The university has recently been keen to support its First Year Seminar experiment – 13 seminars were on offer this semester, covering everything from human rights, to sleep patterns, to Facebook – yet Harvey’s course is the only one that centres around an extracurricular assignment.

“After last year’s [What’s Cooking exhibition], I got to thinking, the preparation of this event might be something fun for first year students to do and actually learn something in the process,” said Harvey. “So I decided to do a class on event planning, and this is the culmination of the first year student’s work.”

During the Second World War, Canada undertook a series of unprecedented measures aimed at altering the diets of Canadians on the homefront. With that regime of austerity came the publication of new recipes and cookbooks, printed for the purpose of teaching housewives how to – as the title of one 1943 pamphlet suggests – “get the most out of your refrigerator.”

Sarah Bennett, a first year Art History student in the class, came up with theme of wartime meals.

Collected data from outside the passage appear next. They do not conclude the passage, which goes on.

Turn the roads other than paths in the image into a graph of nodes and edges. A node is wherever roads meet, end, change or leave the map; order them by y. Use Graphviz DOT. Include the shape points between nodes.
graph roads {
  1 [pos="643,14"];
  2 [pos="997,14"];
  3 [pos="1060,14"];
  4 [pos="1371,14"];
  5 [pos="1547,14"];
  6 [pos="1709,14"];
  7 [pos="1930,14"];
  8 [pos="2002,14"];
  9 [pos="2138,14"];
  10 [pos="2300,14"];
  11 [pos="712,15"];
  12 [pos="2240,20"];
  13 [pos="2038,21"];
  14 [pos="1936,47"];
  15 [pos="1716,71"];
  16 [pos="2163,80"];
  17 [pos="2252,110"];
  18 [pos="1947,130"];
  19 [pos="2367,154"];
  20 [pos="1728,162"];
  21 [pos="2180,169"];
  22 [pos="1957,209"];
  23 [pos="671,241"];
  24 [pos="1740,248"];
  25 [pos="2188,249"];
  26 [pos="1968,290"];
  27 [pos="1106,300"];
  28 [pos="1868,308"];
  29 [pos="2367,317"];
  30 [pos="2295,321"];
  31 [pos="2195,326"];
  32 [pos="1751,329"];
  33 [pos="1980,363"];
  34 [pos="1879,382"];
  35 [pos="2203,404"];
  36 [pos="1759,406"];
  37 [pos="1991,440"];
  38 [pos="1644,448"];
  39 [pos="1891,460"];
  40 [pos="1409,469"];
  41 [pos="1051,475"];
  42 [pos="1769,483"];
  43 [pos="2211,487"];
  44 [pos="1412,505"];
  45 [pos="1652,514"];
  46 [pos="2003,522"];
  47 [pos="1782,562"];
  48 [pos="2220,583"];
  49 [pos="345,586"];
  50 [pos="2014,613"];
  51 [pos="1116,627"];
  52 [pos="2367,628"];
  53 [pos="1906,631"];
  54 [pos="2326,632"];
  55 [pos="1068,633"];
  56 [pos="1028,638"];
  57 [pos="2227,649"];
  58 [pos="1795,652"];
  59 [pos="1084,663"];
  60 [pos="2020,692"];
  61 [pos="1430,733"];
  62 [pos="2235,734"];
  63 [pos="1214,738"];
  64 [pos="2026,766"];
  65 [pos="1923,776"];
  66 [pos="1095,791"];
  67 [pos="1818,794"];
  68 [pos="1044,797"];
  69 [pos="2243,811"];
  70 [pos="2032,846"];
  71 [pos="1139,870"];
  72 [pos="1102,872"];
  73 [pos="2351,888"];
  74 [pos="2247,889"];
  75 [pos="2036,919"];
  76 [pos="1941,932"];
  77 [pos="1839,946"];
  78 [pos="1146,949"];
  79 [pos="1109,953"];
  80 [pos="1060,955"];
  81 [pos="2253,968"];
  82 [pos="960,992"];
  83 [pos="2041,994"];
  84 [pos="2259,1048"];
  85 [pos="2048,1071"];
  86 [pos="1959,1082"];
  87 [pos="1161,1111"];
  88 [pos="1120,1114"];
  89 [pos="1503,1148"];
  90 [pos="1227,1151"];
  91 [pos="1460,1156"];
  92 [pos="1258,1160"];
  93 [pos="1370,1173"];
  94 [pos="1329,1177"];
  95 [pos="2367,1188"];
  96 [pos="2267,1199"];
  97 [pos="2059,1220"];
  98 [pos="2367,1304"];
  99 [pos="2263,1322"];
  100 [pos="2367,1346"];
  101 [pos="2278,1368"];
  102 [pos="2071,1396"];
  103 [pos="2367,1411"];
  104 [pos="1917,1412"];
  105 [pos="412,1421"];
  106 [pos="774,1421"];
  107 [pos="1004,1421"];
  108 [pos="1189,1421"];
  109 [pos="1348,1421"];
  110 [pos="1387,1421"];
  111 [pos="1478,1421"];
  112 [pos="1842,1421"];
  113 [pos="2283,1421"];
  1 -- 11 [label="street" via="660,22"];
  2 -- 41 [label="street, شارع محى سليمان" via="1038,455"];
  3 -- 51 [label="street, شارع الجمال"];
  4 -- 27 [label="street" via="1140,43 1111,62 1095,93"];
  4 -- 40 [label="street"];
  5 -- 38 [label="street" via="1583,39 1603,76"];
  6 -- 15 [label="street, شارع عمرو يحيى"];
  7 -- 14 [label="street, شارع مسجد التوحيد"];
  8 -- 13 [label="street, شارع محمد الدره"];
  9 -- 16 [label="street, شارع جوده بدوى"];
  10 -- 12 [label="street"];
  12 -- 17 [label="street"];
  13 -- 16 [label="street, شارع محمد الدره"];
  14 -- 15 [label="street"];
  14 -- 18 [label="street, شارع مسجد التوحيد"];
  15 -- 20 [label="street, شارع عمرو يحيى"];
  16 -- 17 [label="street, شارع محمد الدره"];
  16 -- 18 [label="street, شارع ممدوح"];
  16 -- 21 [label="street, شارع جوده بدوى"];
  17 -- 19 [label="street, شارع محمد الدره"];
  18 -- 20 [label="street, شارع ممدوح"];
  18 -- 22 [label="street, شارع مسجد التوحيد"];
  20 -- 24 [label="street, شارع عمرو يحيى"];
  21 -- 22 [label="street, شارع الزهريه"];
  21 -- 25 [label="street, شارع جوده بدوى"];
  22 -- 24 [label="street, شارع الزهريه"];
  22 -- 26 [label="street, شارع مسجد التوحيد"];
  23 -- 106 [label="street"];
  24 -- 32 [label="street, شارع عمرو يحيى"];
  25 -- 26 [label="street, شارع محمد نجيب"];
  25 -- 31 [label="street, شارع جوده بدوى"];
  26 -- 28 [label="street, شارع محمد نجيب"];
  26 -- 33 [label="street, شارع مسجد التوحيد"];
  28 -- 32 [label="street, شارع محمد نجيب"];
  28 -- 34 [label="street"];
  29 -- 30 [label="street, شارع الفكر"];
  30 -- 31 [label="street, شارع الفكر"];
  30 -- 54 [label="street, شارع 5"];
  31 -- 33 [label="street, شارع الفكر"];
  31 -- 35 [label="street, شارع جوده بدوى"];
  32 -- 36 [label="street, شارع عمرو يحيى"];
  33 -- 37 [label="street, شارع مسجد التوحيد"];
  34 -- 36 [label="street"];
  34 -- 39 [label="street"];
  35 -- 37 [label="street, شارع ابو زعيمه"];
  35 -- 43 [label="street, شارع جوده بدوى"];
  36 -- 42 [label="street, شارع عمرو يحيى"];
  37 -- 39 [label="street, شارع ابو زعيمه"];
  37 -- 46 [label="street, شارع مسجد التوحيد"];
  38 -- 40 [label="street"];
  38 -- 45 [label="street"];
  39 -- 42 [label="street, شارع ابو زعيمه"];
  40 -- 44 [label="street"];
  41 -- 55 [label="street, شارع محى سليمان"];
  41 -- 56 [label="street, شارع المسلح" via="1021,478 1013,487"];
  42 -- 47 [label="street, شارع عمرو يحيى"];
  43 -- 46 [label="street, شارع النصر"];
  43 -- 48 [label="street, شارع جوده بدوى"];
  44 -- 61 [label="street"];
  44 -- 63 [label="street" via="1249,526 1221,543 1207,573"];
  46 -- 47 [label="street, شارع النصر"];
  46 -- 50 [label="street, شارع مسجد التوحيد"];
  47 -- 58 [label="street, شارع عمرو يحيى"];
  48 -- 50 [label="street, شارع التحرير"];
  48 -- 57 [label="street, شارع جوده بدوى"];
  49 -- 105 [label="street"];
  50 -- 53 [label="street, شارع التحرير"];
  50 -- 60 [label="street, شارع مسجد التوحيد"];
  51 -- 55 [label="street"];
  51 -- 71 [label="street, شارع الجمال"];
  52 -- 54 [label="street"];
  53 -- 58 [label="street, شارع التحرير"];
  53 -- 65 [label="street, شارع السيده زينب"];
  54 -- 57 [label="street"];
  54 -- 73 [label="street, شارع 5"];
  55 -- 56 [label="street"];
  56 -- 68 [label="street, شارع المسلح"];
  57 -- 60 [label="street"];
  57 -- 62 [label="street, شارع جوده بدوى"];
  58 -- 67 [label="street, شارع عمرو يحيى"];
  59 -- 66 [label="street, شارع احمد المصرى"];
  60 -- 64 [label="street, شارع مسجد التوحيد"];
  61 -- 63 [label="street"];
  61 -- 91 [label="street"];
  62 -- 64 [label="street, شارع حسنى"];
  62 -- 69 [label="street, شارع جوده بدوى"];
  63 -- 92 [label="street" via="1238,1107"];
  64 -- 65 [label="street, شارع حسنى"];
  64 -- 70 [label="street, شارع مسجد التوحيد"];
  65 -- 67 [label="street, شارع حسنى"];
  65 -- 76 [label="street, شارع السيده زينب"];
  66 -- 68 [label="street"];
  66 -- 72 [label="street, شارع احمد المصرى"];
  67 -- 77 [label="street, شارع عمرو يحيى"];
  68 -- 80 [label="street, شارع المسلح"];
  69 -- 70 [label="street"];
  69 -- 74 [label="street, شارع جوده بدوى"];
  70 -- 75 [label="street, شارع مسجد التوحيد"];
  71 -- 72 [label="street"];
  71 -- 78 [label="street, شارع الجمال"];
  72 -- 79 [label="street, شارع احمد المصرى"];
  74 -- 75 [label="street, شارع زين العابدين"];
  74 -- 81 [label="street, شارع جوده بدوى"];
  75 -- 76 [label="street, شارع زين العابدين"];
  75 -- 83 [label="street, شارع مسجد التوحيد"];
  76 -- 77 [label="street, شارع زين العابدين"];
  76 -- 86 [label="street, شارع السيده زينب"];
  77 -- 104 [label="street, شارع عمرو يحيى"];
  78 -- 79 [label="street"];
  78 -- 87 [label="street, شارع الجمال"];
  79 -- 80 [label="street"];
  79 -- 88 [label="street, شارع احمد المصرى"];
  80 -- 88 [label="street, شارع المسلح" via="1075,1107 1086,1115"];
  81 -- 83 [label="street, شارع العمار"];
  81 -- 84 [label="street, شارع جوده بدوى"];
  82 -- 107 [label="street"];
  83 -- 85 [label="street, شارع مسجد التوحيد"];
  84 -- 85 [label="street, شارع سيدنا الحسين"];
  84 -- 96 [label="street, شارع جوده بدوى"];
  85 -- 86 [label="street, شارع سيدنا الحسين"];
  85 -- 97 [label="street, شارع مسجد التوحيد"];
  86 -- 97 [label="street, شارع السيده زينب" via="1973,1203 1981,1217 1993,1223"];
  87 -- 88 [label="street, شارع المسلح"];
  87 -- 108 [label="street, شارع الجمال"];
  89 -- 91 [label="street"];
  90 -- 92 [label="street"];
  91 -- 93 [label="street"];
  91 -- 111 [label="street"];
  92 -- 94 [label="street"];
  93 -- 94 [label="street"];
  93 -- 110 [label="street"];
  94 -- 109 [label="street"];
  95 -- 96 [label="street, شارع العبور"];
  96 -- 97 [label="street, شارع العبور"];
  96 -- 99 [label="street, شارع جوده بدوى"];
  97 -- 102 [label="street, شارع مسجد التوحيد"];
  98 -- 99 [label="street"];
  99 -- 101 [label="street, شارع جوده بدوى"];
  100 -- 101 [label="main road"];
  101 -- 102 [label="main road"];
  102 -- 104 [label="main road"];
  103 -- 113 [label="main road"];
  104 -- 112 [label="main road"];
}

“I wanted to focus on the ingenuity that happened in cooking; how they had rations and how they had to cut down on sugar and meat,” said Bennett. “[I was interested in] how they had to work around that and make creative recipes.

The class divided the event responsibilities among themselves evenly, delegating groups for publicity, building the exhibits, and organising the cuisine.

The Woolwich Arrow has partnered with the library for the past four years to provide the food for the event, free of charge. Jason Waterfall, the general manager, joked that this year’s theme of wartime austerity certainly met his criteria for “keeping it simple.”

Three recipes from the archives were presented at the event: a maple spread (only two ingredients in that one), a bacon cheese sandwich spread, and a rudimentary meatloaf.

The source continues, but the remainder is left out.